Retrieve each line that contains the word "Aston" from the entries below.

((

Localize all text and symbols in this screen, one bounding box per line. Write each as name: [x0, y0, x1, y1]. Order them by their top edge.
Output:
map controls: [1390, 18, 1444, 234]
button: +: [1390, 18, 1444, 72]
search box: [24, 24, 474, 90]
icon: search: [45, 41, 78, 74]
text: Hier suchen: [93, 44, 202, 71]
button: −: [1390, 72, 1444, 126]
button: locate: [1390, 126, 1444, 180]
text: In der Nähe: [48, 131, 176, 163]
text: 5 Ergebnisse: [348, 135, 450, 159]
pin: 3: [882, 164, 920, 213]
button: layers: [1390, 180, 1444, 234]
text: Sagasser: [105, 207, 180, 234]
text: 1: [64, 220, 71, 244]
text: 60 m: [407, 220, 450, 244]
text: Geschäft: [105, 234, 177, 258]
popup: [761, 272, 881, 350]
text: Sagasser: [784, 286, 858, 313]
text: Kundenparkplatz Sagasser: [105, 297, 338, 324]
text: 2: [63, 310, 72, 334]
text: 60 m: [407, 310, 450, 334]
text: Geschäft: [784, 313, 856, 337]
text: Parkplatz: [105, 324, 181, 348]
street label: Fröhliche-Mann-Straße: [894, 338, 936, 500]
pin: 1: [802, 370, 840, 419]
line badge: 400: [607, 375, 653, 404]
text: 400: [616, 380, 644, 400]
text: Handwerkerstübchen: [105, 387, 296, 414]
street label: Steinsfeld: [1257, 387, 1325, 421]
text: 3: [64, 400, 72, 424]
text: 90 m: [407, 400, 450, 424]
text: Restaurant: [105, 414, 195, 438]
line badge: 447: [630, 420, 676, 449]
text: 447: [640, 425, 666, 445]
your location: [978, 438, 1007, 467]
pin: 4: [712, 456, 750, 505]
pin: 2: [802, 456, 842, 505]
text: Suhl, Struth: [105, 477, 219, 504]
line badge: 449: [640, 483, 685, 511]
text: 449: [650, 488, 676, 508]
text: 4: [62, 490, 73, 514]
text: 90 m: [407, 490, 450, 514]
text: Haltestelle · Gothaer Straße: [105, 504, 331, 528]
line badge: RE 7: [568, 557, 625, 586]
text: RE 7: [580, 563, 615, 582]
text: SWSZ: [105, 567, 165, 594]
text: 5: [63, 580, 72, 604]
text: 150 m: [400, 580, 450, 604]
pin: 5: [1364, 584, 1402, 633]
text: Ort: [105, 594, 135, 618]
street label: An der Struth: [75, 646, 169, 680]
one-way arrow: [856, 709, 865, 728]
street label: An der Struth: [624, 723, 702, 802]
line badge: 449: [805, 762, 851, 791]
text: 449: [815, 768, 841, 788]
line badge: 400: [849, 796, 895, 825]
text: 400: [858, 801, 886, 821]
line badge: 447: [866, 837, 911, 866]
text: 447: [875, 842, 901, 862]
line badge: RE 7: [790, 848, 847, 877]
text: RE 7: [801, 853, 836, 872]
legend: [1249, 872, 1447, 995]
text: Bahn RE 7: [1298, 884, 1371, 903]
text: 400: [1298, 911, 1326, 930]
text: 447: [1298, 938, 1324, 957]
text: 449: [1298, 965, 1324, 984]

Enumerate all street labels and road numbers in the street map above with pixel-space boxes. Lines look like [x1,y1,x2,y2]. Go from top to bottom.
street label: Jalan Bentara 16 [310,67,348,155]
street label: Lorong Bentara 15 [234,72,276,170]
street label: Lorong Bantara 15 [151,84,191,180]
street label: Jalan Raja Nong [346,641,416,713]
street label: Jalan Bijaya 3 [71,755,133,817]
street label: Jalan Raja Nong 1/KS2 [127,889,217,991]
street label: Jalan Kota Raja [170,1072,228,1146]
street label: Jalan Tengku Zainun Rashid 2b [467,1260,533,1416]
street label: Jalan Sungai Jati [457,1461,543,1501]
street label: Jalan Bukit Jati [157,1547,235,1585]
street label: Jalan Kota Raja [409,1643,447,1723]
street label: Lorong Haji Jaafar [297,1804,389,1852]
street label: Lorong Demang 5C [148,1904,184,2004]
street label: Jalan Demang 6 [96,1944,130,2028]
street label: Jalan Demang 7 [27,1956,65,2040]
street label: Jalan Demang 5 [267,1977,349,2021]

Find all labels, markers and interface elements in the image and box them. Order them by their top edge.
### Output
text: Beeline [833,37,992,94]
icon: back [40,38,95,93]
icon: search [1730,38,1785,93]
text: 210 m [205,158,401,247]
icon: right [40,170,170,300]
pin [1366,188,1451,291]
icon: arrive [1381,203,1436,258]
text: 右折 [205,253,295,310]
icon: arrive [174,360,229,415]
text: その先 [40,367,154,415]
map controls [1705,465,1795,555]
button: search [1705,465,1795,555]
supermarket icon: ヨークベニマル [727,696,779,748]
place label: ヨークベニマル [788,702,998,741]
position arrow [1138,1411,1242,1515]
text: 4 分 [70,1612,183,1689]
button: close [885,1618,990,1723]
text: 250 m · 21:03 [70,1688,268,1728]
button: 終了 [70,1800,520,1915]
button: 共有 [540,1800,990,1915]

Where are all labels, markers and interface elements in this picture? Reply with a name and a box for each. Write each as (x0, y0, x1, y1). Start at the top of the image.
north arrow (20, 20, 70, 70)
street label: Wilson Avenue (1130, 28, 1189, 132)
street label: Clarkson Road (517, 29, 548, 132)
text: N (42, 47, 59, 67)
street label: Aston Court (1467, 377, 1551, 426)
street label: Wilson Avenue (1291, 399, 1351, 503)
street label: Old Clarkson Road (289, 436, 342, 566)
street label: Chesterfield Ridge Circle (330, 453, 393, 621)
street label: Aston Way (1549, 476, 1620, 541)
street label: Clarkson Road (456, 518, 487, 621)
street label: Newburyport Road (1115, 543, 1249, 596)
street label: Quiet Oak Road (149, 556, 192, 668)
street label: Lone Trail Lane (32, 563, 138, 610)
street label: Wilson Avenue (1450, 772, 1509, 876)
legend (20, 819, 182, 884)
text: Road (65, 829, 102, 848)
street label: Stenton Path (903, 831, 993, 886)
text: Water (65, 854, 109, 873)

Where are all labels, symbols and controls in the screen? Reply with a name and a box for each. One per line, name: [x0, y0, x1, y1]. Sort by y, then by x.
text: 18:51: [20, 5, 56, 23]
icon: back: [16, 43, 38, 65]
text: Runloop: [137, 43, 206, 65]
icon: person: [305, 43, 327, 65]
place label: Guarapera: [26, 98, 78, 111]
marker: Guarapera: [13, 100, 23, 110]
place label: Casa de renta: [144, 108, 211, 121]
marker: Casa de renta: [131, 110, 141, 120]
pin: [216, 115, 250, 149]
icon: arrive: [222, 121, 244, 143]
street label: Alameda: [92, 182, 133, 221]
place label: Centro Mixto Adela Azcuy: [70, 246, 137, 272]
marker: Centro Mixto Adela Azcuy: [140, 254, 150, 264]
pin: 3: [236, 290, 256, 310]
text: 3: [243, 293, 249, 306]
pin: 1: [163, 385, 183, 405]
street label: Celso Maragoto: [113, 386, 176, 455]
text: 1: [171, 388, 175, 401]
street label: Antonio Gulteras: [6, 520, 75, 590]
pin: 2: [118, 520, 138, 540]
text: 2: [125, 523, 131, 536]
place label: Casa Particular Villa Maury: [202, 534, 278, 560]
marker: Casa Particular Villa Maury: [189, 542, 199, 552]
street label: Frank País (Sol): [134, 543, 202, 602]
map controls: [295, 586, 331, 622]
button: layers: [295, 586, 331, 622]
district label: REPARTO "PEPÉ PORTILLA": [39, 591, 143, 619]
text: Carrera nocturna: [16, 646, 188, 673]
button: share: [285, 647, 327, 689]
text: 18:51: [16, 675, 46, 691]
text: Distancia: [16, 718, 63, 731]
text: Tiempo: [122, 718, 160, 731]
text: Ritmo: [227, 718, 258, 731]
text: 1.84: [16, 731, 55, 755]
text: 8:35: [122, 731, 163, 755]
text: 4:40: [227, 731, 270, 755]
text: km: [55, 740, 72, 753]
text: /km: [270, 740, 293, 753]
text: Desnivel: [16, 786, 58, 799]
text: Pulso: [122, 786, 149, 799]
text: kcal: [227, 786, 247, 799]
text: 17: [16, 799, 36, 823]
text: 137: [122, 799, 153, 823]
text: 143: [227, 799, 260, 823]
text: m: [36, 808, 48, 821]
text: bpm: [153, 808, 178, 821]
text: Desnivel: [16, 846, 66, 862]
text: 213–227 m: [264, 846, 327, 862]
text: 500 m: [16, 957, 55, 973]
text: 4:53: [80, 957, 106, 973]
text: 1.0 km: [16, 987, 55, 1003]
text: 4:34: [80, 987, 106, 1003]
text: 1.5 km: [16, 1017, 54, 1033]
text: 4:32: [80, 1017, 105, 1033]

))

## Answer space
street label: Aston Court (1467, 377, 1551, 426)
street label: Aston Way (1549, 476, 1620, 541)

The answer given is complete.